Camorim field is located offshore Sergipe State, Brazil. The producing section includes 150 m of Cretaceous conglomerates and coarse to very fine-grained sandstones, interbedded with siltstones and shales. Within this interval, six pools are recognized based on log correlation and facies analysis. The field has an area of 25 km2 and the reservoir average depth is 1,900 m.

Twenty-eight development wells were drilled to exploit the pools and the productivity ranges from 100 to 1 m3/day/well. Reservoir geology and performance were analyzed by a multidisciplinary group composed of development geologists, sedimentologists, production engineers, and log analysts.

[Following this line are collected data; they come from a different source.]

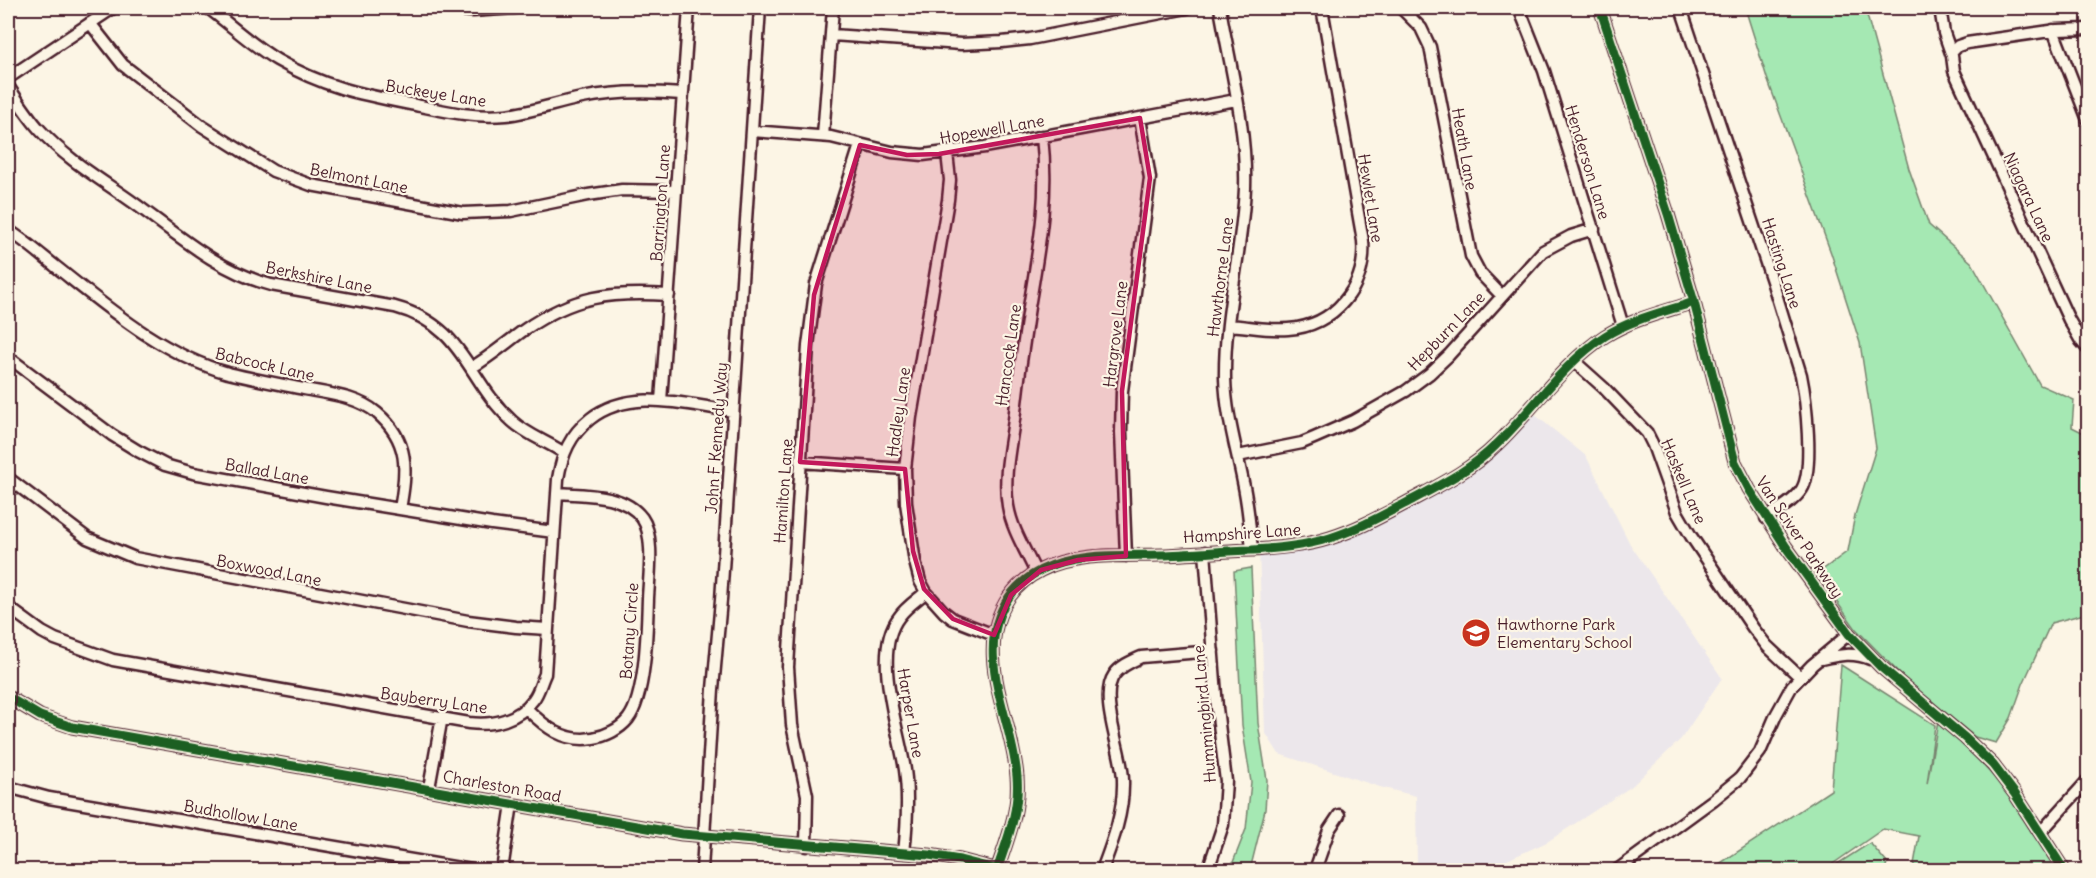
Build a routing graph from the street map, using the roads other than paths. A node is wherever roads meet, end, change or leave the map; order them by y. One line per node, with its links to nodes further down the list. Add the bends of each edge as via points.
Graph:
1 (113, 8): 16 (street)
2 (208, 8): 23 (street, Buckeye Lane, via 275,59 316,80 359,95 453,113 507,115 622,92)
3 (430, 8): 4 (street)
4 (515, 8)
5 (689, 8): 23 (street, Barrington Lane)
6 (760, 8): 27 (street, John F Kennedy Way)
7 (834, 8): 19 (street)
8 (1187, 8): 19 (street, via 1002,42 961,44)
9 (1220, 8): 24 (street, Hawthorne Lane)
10 (1322, 8): 38 (street, Hewlet Lane, via 1363,241 1360,275 1342,304 1302,327 1270,330)
11 (1401, 8): 36 (street, Heath Lane, via 1421,28 1430,47 1471,256 1480,273)
12 (1519, 8): 33 (street, Henderson Lane, via 1544,71)
13 (1600, 8): 37 (street, Van Sciver Parkway)
14 (1681, 8): 53 (street, Hasting Lane, via 1804,390 1808,448 1804,487)
15 (1940, 8): 20 (street, Niagara Lane)
16 (90, 23): 21 (street); 32 (street, Belmont Lane, via 123,65 202,126 273,171 311,185 463,213 518,210 622,190)
17 (2088, 29): 18 (street)
18 (2053, 30): 20 (street, via 1962,44); 26 (street)
19 (832, 35): 28 (street)
20 (1951, 53): 40 (street, Niagara Lane, via 1954,71 2064,309)
21 (8, 78)
22 (8, 86): 43 (street, Berkshire Lane, via 60,150 213,260 256,281 409,311 434,324)
23 (682, 94): 32 (street, Barrington Lane)
24 (1236, 100): 25 (street, Hopewell Lane); 38 (street, Hawthorne Lane, via 1244,143 1245,180)
25 (1140, 118): 29 (street, Hopewell Lane); 57 (street, Hargrove Lane, via 1150,178 1122,392)
26 (2088, 120)
27 (753, 131): 28 (street, Hopewell Lane); 45 (street, John F Kennedy Way)
28 (823, 136): 30 (street, Hopewell Lane)
29 (1042, 136): 31 (street, Hopewell Lane); 58 (street, Hancock Lane, via 1044,205 1007,486 1011,518)
30 (860, 145): 31 (street, Hopewell Lane, via 907,154); 48 (street, Hamilton Lane, via 814,295)
31 (947, 153): 49 (street, Hadley Lane, via 948,200)
32 (676, 191): 35 (street, Barrington Lane)
33 (1594, 229): 36 (street, Hepburn Lane, via 1543,251); 39 (street, Henderson Lane)
34 (8, 230): 52 (street, Babcock Lane, via 154,341 178,354 235,374 340,396 375,411 392,430 403,452 405,475)
35 (669, 295): 43 (street, via 612,294 578,302 533,324); 44 (street, Barrington Lane)
36 (1502, 296): 47 (street, Hepburn Lane, via 1418,383 1353,421 1302,443)
37 (1694, 302): 39 (street, Hampshire Lane); 53 (street, Van Sciver Parkway, via 1735,462)
38 (1228, 325): 47 (street, Hawthorne Lane, via 1226,390)
39 (1623, 326): 42 (street, Hampshire Lane)
40 (2088, 349)
41 (8, 357): 52 (street, Ballad Lane, via 112,435 165,465)
42 (1575, 362): 55 (street, Hampshire Lane, via 1497,445 1446,482 1337,536 1284,548); 67 (street, Haskell Lane, via 1647,433 1674,505 1691,536 1760,638)
43 (471, 368): 46 (street, Berkshire Lane, via 512,421)
44 (661, 401): 45 (street); 46 (street, via 626,401 603,410 583,425)
45 (733, 411): 77 (street, John F Kennedy Way)
46 (564, 453): 51 (street)
47 (1238, 456): 55 (street, Hawthorne Lane)
48 (800, 462): 49 (street); 78 (street, Hamilton Lane, via 788,682 792,725 807,795)
49 (905, 470): 59 (street, Hadley Lane, via 913,551)
50 (8, 478): 61 (street, Boxwood Lane, via 87,538 141,560 468,621)
51 (557, 492): 54 (street); 69 (street, Botany Circle, via 604,497 625,504 642,517 647,527 650,550 642,676 638,699 628,720 597,738 575,739 555,733)
52 (400, 508): 54 (street, Ballad Lane)
53 (1766, 518): 62 (street, Van Sciver Parkway)
54 (554, 532): 61 (street)
55 (1252, 550): 56 (street, Hampshire Lane)
56 (1206, 552): 57 (street, Hampshire Lane); 64 (street, Hummingbird Lane)
57 (1125, 556): 58 (street, Hampshire Lane, via 1078,560)
58 (1036, 573): 63 (street, Hampshire Lane, via 1011,595)
59 (926, 592): 63 (street, Hadley Lane, via 952,619); 79 (street, Harper Lane, via 899,617 887,653 890,698 908,794)
60 (8, 607): 70 (street, Bayberry Lane, via 55,639 113,660)
61 (548, 629): 69 (street, via 545,674)
62 (1849, 634): 65 (street); 66 (street, Van Sciver Parkway)
63 (994, 635): 83 (street, Hampshire Lane, via 994,668 1018,790 1016,811)
64 (1213, 651): 84 (street, via 1141,657 1114,675 1109,695 1123,790 1114,839); 85 (street, Hummingbird Lane, via 1226,796 1220,838)
65 (1819, 659): 66 (street, via 1858,654); 67 (street)
66 (1873, 660): 76 (street, Van Sciver Parkway, via 1987,759)
67 (1800, 677): 87 (street, via 1776,715 1760,752 1740,778)
68 (9, 702): 73 (street, Charleston Road, via 72,727)
69 (526, 708): 70 (street, Bayberry Lane, via 506,720 488,724)
70 (442, 717): 73 (street)
71 (2088, 780): 76 (street)
72 (8, 787): 80 (street, Budhollow Lane, via 49,798)
73 (429, 788): 74 (street, Charleston Road)
74 (512, 804): 77 (street, Charleston Road); 81 (street)
75 (1339, 815): 86 (street, via 1329,830)
76 (2040, 833): 88 (street, Van Sciver Parkway)
77 (704, 837): 78 (street, Charleston Road); 82 (street, John F Kennedy Way)
78 (806, 846): 79 (street, Charleston Road)
79 (904, 853): 83 (street, Charleston Road, via 960,860)
80 (471, 870)
81 (502, 870)
82 (702, 870)
83 (998, 870)
84 (1102, 870)
85 (1208, 870)
86 (1315, 870)
87 (1617, 870)
88 (2064, 870)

The reservoirs were fully cored in five wells and the correlation between rock and log responses allowed facies mapping throughout the field. The depositional model is interpreted as an alluvial-fan complex prograding toward a lacustrine environment. Log analysis and correlation between lithofacies and permeability allow the estimation of reservoir quality at any point of the pools.

Together with reservoir quality, the oil properties are recognized as controlling the productivity of the wells. At reservoir conditions, oil viscosity ranges from 1 to 5 cp (centipoises). Data at tank conditions show that density (18 to 37° API) and viscosity (10 to 200 cp) increase eastward throughout the field and from the upper to the lower part of the blocks.

To support reservoir simulation, permeability is calculated for each well as a weighted geometric mean based on the thickness of each of the three reservoir facies: conglomerates (200 md), coarse to medium-grained sandstones (23 md) and fine to very fine-grained sandstones (1 md). This model explains the initial and long-term well performances and the pressure behavior of the reservoirs.